◆ **TASK INSTRUCTIONS**:
Across the entries, how many lines have the string "lane" in them? Reply with only a number.

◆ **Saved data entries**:
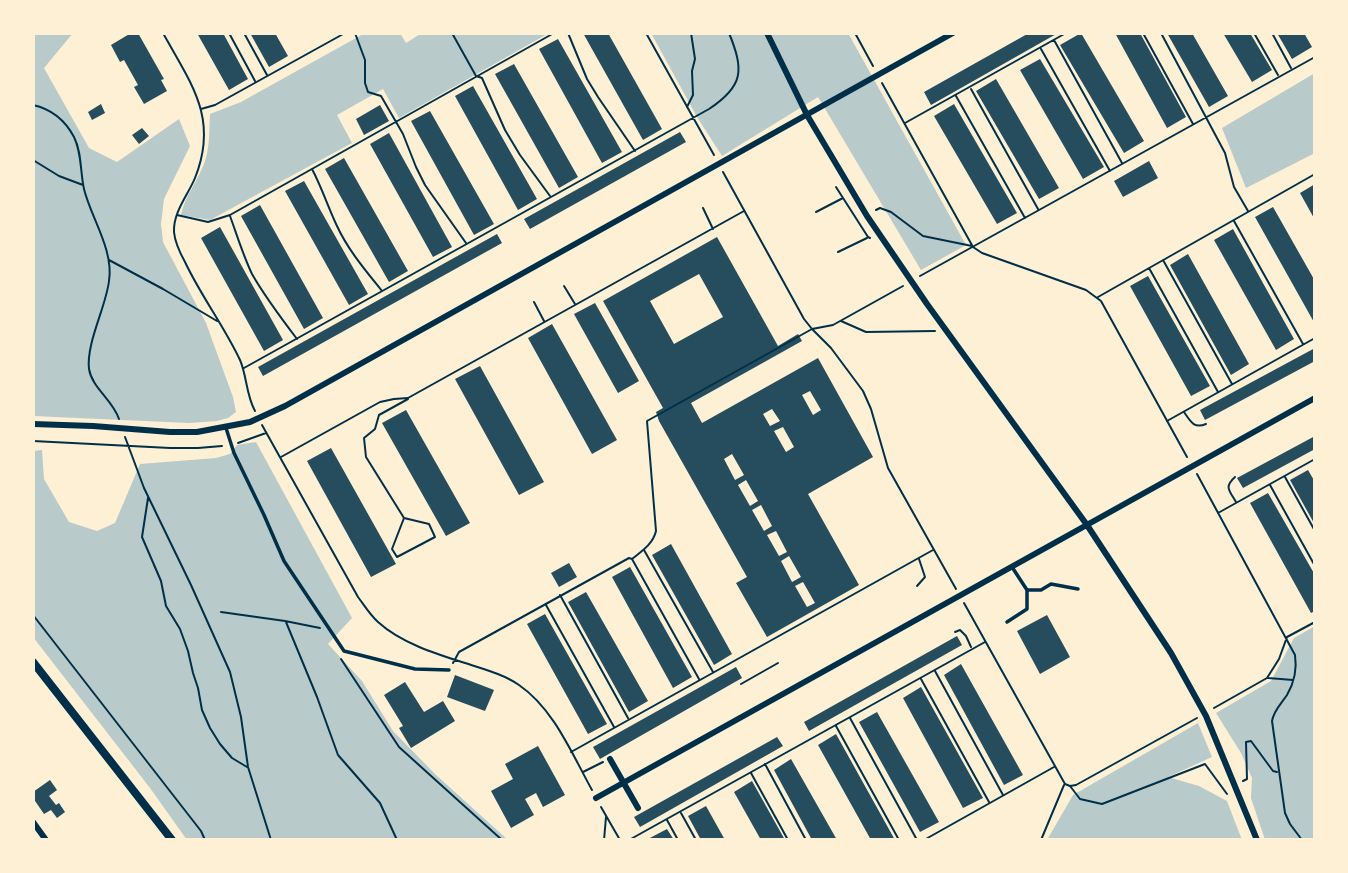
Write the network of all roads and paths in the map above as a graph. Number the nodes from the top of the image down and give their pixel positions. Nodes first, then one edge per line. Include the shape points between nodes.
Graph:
1 (163, 33) edge
2 (229, 33) edge
3 (244, 33) edge
4 (345, 33) edge
5 (355, 33) edge
6 (452, 33) edge
7 (554, 33) edge
8 (568, 33) edge
9 (646, 33) edge
10 (691, 33) edge
11 (729, 33) edge
12 (767, 33) edge
13 (855, 33) edge
14 (953, 33) edge
15 (1066, 33) edge
16 (1143, 33) edge
17 (1161, 33) edge
18 (1254, 33) edge
19 (1272, 33) edge
20 (340, 34) edge
21 (1054, 40) junction
22 (1040, 48) junction
23 (1315, 57) edge
24 (871, 63) dead end
25 (1292, 69) junction
26 (268, 76) junction
27 (476, 76) junction
28 (1278, 77) junction
29 (256, 82) junction
30 (884, 87) dead end
31 (969, 87) junction
32 (956, 95) junction
33 (33, 105) edge
34 (687, 107) junction
35 (201, 108) junction
36 (807, 115) junction
37 (1206, 117) junction
38 (693, 118) junction
39 (396, 121) junction
40 (905, 123) junction
41 (1193, 124) junction
42 (635, 150) junction
43 (714, 155) dead end
44 (33, 160) edge
45 (1123, 163) junction
46 (311, 169) junction
47 (1110, 171) junction
48 (1315, 174) edge
49 (726, 176) dead end
50 (84, 185) junction
51 (836, 187) dead end
52 (551, 197) junction
53 (843, 198) junction
54 (703, 208) dead end
55 (1039, 210) junction
56 (745, 211) junction
57 (1248, 211) junction
58 (816, 212) dead end
59 (177, 215) junction
60 (230, 215) junction
61 (867, 216) junction
62 (1025, 218) junction
63 (1233, 220) junction
64 (713, 229) junction
65 (467, 244) junction
66 (973, 247) junction
67 (838, 252) dead end
68 (108, 260) junction
69 (1162, 260) junction
70 (1148, 267) junction
71 (924, 274) dead end
72 (564, 286) dead end
73 (382, 292) junction
74 (891, 292) dead end
75 (1097, 297) junction
76 (534, 302) dead end
77 (575, 305) junction
78 (840, 321) junction
79 (218, 322) junction
80 (544, 322) junction
81 (812, 329) junction
82 (947, 331) junction
83 (1315, 338) edge
84 (297, 339) junction
85 (1304, 344) junction
86 (243, 369) junction
87 (1233, 384) junction
88 (1218, 393) junction
89 (408, 398) junction
90 (1315, 398) edge
91 (1184, 412) junction
92 (259, 418) junction
93 (1167, 421) junction
94 (33, 424) edge
95 (1206, 424) dead end
96 (122, 428) junction
97 (226, 428) junction
98 (267, 433) junction
99 (33, 441) edge
100 (231, 444) junction
101 (128, 446) junction
102 (1186, 455) dead end
103 (280, 457) junction
104 (1315, 459) edge
105 (1284, 476) junction
106 (1235, 477) dead end
107 (1199, 480) dead end
108 (1269, 484) junction
109 (148, 498) junction
110 (1236, 503) junction
111 (1218, 513) junction
112 (404, 517) junction
113 (1087, 525) junction
114 (1315, 531) edge
115 (644, 549) junction
116 (934, 550) junction
117 (919, 558) junction
118 (632, 559) junction
119 (1012, 566) junction
120 (1315, 566) edge
121 (953, 584) dead end
122 (916, 586) dead end
123 (1078, 589) dead end
124 (1027, 590) junction
125 (560, 595) junction
126 (545, 604) junction
127 (966, 608) dead end
128 (221, 612) dead end
129 (33, 615) edge
130 (285, 621) junction
131 (1007, 622) dead end
132 (1315, 622) edge
133 (330, 631) junction
134 (955, 632) dead end
135 (1287, 637) junction
136 (985, 642) junction
137 (971, 648) junction
138 (338, 654) dead end
139 (454, 659) junction
140 (33, 662) edge
141 (778, 663) dead end
142 (449, 670) dead end
143 (934, 670) junction
144 (713, 672) junction
145 (920, 678) junction
146 (1267, 678) junction
147 (700, 680) junction
148 (1293, 680) junction
149 (741, 684) dead end
150 (1217, 706) dead end
151 (849, 718) junction
152 (628, 719) junction
153 (1186, 724) dead end
154 (835, 725) junction
155 (614, 727) junction
156 (570, 752) junction
157 (610, 759) joint
158 (765, 764) junction
159 (248, 767) junction
160 (1055, 767) junction
161 (750, 772) junction
162 (1279, 772) junction
163 (582, 773) junction
164 (623, 783) junction
165 (1065, 784) junction
166 (1235, 784) junction
167 (1070, 786) junction
168 (1003, 795) junction
169 (596, 798) junction
170 (1232, 799) dead end
171 (990, 803) junction
172 (638, 808) dead end
173 (680, 811) junction
174 (607, 816) junction
175 (666, 819) junction
176 (33, 822) edge
177 (396, 839) edge
178 (46, 840) edge
179 (172, 840) edge
180 (205, 840) edge
181 (271, 840) edge
182 (502, 840) edge
183 (604, 840) edge
184 (620, 840) edge
185 (629, 840) edge
186 (678, 840) edge
187 (696, 840) edge
188 (788, 840) edge
189 (806, 840) edge
190 (899, 840) edge
191 (917, 840) edge
192 (924, 840) edge
193 (1041, 840) edge
194 (1257, 840) edge
195 (1301, 840) edge

1 - 35 path
2 - 29 path
3 - 26 path
4 - 20 path
5 - 39 path via 365,60 368,92 381,96
6 - 27 path
7 - 27 path
8 - 42 path via 587,79
9 - 34 path
10 - 34 path via 695,59 693,95
11 - 38 path via 738,54 734,85 723,100
12 - 36 street
13 - 24 path
14 - 36 street
15 - 21 path
16 - 41 path
17 - 37 path
18 - 28 path
19 - 25 path
20 - 26 path
21 - 22 path
21 - 45 path
22 - 31 path
22 - 47 path
23 - 25 path
25 - 28 path
26 - 29 path
27 - 39 path
27 - 52 path via 482,78 520,155
28 - 37 path
29 - 35 path
30 - 40 path
31 - 32 path
31 - 55 path
32 - 40 path
32 - 62 path
33 - 50 path via 62,120 74,136
34 - 38 path
35 - 59 path via 202,153
36 - 61 street
36 - 92 street
37 - 41 path
37 - 57 path
38 - 42 path
38 - 43 path
39 - 46 path
39 - 65 path via 425,185
40 - 66 path
41 - 45 path
42 - 52 path
44 - 50 path
45 - 47 path
46 - 60 path
46 - 73 path via 342,235
47 - 55 path
48 - 57 path
49 - 56 path
50 - 68 path
51 - 53 path
52 - 65 path
53 - 58 path
53 - 67 path via 870,238
54 - 64 path
55 - 62 path
56 - 64 path
56 - 81 path
57 - 63 path
59 - 60 path via 208,222
59 - 79 path via 177,244
60 - 84 path via 252,273
61 - 66 path via 880,208 923,236
61 - 82 street
62 - 66 path
63 - 69 path
63 - 85 path
64 - 77 path
65 - 73 path
66 - 71 path
66 - 75 path
68 - 79 path
68 - 96 path via 110,278 89,369 116,410
69 - 70 path
69 - 87 path
70 - 75 path
70 - 88 path
72 - 77 path
73 - 84 path
74 - 78 path
75 - 93 path
76 - 80 path
77 - 80 path
78 - 81 path
78 - 82 path via 866,332
79 - 86 path
80 - 89 path
81 - 115 path via 646,421 656,531
81 - 116 path via 863,391 888,468
82 - 113 street
83 - 85 path
84 - 86 path
85 - 87 path
86 - 92 path
87 - 88 path
88 - 91 path
89 - 103 path via 380,402
89 - 112 path via 379,415 375,429 364,438 366,457
90 - 113 street
91 - 93 path
91 - 95 path via 1194,426
92 - 97 street
92 - 98 path
93 - 102 path
94 - 96 street
96 - 97 street via 197,432
96 - 101 path
97 - 100 lane
98 - 100 path
98 - 103 path
99 - 101 path
100 - 101 path
100 - 133 lane via 284,561
101 - 109 path
103 - 139 path via 372,615 401,638
104 - 105 path
105 - 108 path
105 - 114 path
106 - 110 path via 1228,485
107 - 111 path
108 - 110 path
108 - 120 path
109 - 159 path via 230,673
109 - 159 path via 142,537 166,606 188,651 202,710 220,744
110 - 111 path
111 - 135 path
112 - 112 path via 429,524 435,537 397,557 392,549
113 - 119 street
113 - 166 street via 1171,653 1206,716
115 - 118 path
115 - 144 path
116 - 117 path
116 - 121 path
117 - 122 path via 925,577
117 - 144 path
118 - 125 path
118 - 147 path
119 - 124 lane
119 - 164 street
123 - 124 lane via 1051,584
124 - 131 lane via 1027,609
125 - 126 path
125 - 152 path
126 - 139 path
126 - 155 path
127 - 136 path
128 - 130 path
129 - 180 path
130 - 133 path
130 - 177 path via 338,755 380,803
132 - 135 path
133 - 142 lane via 344,651 415,669
134 - 137 path via 960,630
135 - 146 path
135 - 148 path via 1296,662
136 - 137 path
136 - 160 path
137 - 143 path
138 - 182 path via 399,747
139 - 156 path via 505,677 529,693 547,711
140 - 179 street
141 - 149 path
143 - 145 path
143 - 168 path
144 - 147 path
145 - 151 path
145 - 171 path
146 - 148 path
146 - 150 path
147 - 152 path
148 - 162 path via 1273,714
151 - 154 path
151 - 191 path
152 - 155 path
153 - 167 path
154 - 158 path
154 - 190 path
155 - 156 path
156 - 163 path
157 - 163 path
157 - 164 street
158 - 161 path
158 - 189 path
159 - 181 path
160 - 165 path
160 - 168 path
161 - 173 path
161 - 188 path
162 - 166 path via 1273,771 1251,741 1246,742 1248,779
162 - 195 path via 1285,813
163 - 169 path
164 - 169 street
164 - 172 street
165 - 167 path
165 - 193 path
166 - 194 street
167 - 170 path via 1080,799 1101,804 1205,764
168 - 171 path
169 - 174 path
171 - 192 path
173 - 175 path
173 - 187 path
174 - 183 path
174 - 184 path
175 - 185 path
175 - 186 path
176 - 178 street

◆ **TASK ANSWER**:
6